For one, my sitemap shows that 303 webpages were submitted but just 291 were indexed. So, I'm assuming that means that these 12 pages are blocking Googlebot or Googlebot simply can't index them?
These could also be just filtered out by Google.
How can I see which 12 pages these are, so I can check the settings and make sure that is not the case. I just want to make sure that I am not blocking an important page.
The easiest is to crawl the list of URLs in your sitemap with a tool that honours robots.txt and upon crawling, it also returns index and canonical options. Then you can check if all pages are crawled by the tool and if they are, what their meta and canonical are (i.e. are they allowed by Google).
How Google crawls Google does not crawl the page by following the links the way you have described. What Google does is crawl your page, collect all links on that page and puts them into "TODO" list for later, sorted by domain the links go to. So for example, if your page has 10 internal links and 3 external links pointing to three external websites, it will add 10 links to your website "TODO" list and one link to "TODO" list to each of external website.
When Google returns, it takex x URLs from TODO lilst for your site, crawls each and for each link found it puts it again at the "TODO" list for the domain.
How often each URL from TODO list is crawled would depend on a number of factors such as (my guess as only Google knows):
- the history of how often the page changes
- how deeply the page is burried within the site (clickpath)
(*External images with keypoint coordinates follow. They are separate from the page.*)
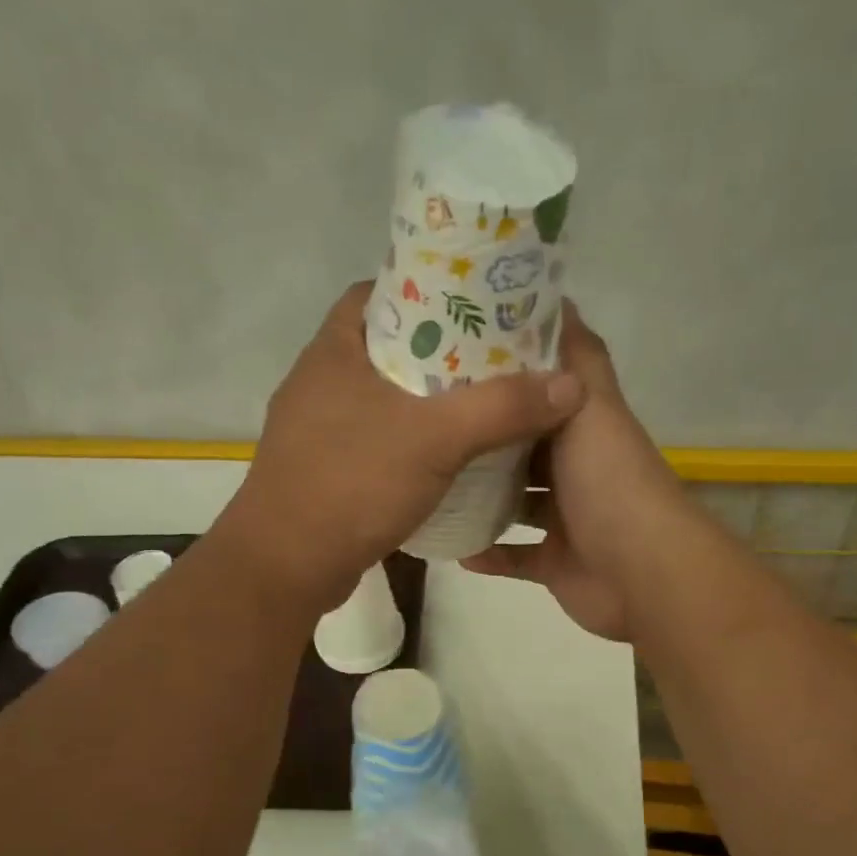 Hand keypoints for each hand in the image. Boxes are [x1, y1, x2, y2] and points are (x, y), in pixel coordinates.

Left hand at [221, 282, 585, 611]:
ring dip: (429, 401)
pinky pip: (378, 439)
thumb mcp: (435, 438)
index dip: (428, 289)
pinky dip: (412, 441)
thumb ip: (502, 408)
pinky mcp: (326, 469)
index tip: (476, 303)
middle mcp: (321, 381)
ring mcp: (319, 429)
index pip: (379, 292)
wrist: (286, 566)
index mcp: (334, 350)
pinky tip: (449, 456)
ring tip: (484, 403)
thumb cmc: (352, 484)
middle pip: (390, 346)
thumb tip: (570, 384)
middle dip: (442, 350)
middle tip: (497, 357)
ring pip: (385, 397)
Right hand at [460, 301, 691, 641]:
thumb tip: (556, 296)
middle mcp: (578, 469)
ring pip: (516, 502)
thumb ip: (575, 358)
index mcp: (586, 427)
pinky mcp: (556, 562)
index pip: (545, 392)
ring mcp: (567, 518)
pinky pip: (514, 556)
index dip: (508, 374)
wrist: (642, 571)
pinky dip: (488, 552)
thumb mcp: (592, 405)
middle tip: (429, 422)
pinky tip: (454, 545)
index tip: (457, 358)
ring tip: (432, 482)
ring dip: (481, 497)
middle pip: (524, 447)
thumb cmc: (609, 482)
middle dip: (485, 437) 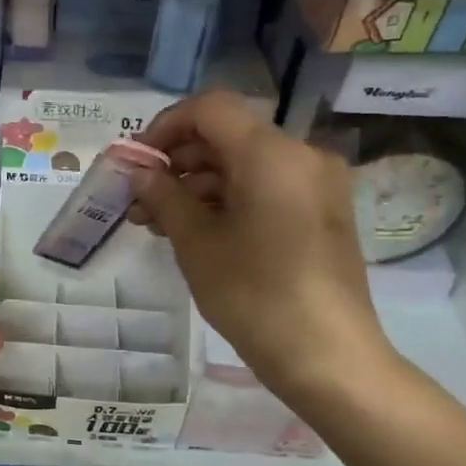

- how many/importance of other pages internally link to it
- how many/importance of external links to the page
[Google did say PR is a crawl factor] - perhaps the authority of the domain
- perhaps some visitor usage statistics
- perhaps the value of the sitemap.xml priority element as some kind of hint
- and almost certainly some other factors
The canonical issue you have may be the reason why you are not seeing all of your pages in sitemap indexed. For example, if your sitemap contains:
/categories/
but Google decides to index this one:
/categories/?items_per_page=10
Then your "indexed" number for your sitemap in WMT will be one less, even though Google indexed the content of your page, but under a different (non-canonical) URL.
How to find out which one Google missed? As you have only 303 pages in your sitemap, you *could* use the "site:example.com" command to see which ones turn up when you paginate through search results. But this method is not practical for any bigger site.